Last month, U.S. media was abuzz with rumors that the Turkish government is pushing in back-channels for a prisoner swap with the White House.

According to the reports, Ankara wants to secure the release of a Turkish-Iranian businessman standing trial in a Manhattan court. In exchange, the government is proposing freedom for a US pastor imprisoned in Turkey.

There was nothing of substance but media reports. But the rumors pointed to Turkey’s strong desire to secure a deal and get Reza Zarrab back home.

A new government decree issued late Thursday gives Turkey’s president the power and mandate to initiate a prisoner swap with other countries when national security matters are at stake.

The carefully scripted decree brings the cases of Mr. Zarrab and US pastor Andrew Brunson, who has been in a Turkish jail since October, into public focus.

The Zarrab case has been a thorn in the side of President Recep Tayyip Erdogan and his government, with the Turkish leader frequently expressing his disdain over “misdeed and injustice” against his citizen. Mr. Zarrab is charged with violating U.S. sanctions against Iran.

In two decrees issued on Thursday, the Turkish government sacked hundreds of civilian and military officials and bolstered the president’s power over the country’s intelligence agency.

With the latest decree, more than 100 academics have been dismissed, and at least 900 public servants from the military, the bureaucratic and government departments have also been fired.

Since the state of emergency was imposed in July 2016, the government has ruled by decree, issuing dozens of directives that have the full force of law. More than 150,000 public employees, including governors, police chiefs, generals, judges, prosecutors, teachers, and academics have been dismissed in 13 months.

The latest decrees introduced changes to relations between government departments.

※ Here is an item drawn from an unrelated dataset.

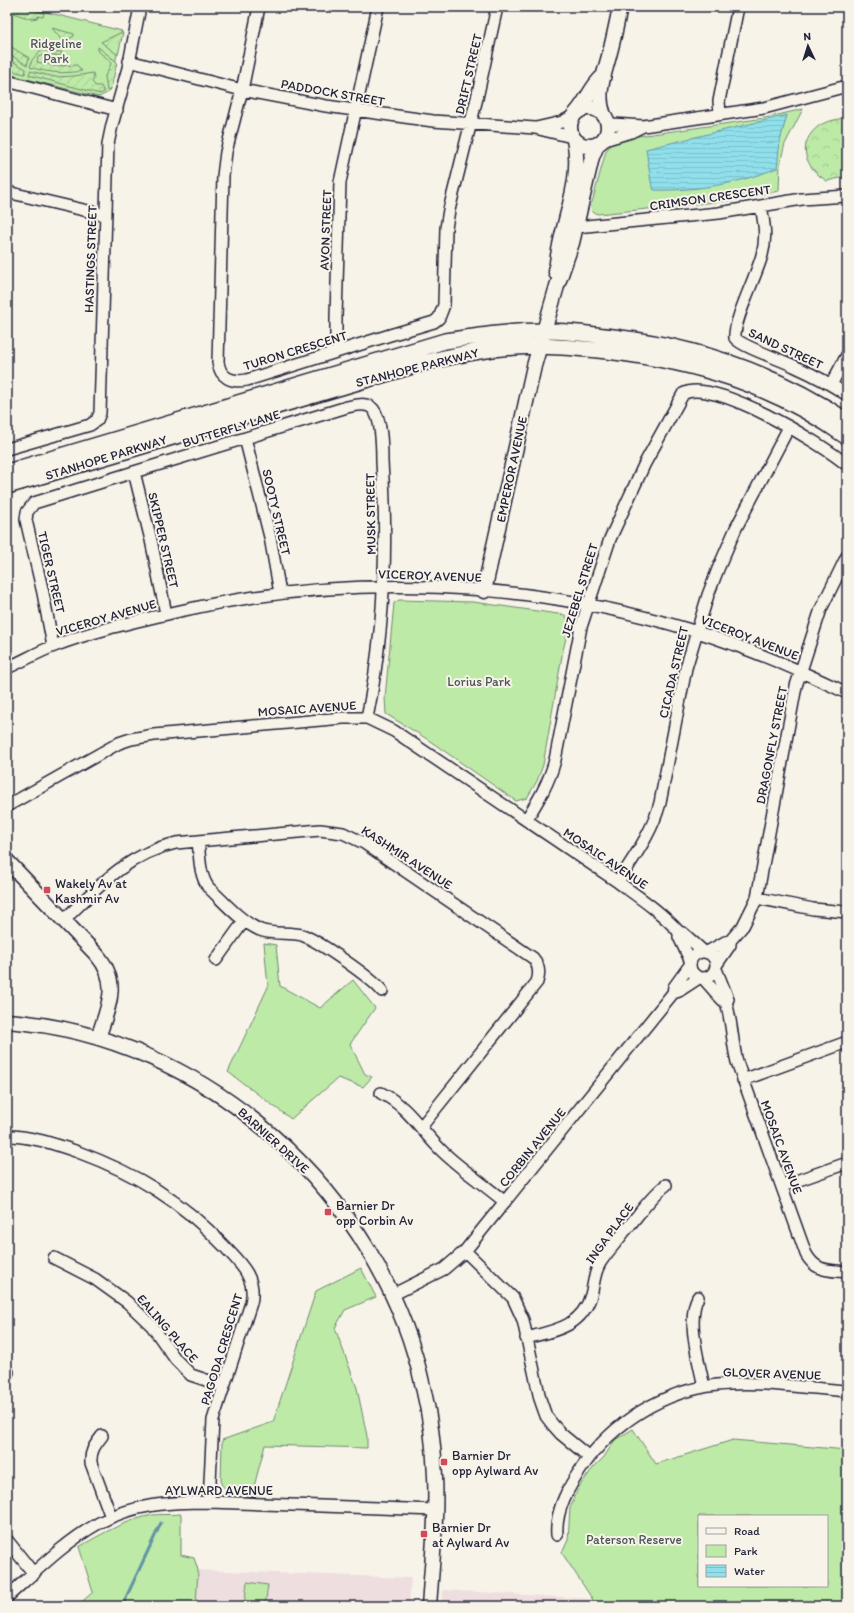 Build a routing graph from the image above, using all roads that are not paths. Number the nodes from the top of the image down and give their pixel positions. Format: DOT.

One proposed change would increase the president’s control and power over the National Intelligence Organization (MIT).

According to the decree, no investigation could be launched against the MIT Undersecretary without permission of the president, who will also chair a new national intelligence board. The president would also have the approval of undersecretary’s participation as a witness in an ongoing trial.

Additionally, the Ankara Chief Public Prosecutor’s Office would be able to investigate lawmakers for alleged crimes before and after an election.

The measures were swiftly rebuked by the main opposition Republican People’s Party (CHP) and People’s Democracy Party (HDP) which lamented that the government intends to fully crack down on opposition parties with trumped-up charges, and remove lawmakers’ immunity ahead of elections.

The measures also affect retired air force generals. At least 10 generals lost the rights and titles that they kept after retiring. Under the new decree, they will never be able to work again for a private airline, or another company. Their passports also were revoked.

The Turkish government will hire 32,000 new police officers to meet the urgent manpower needs of the depleted force of National Police Department. At least 4,000 new prosecutors and judges will also be hired.

They will replace the more than 4,000 judges and prosecutors who have been dismissed in the post-coup purge.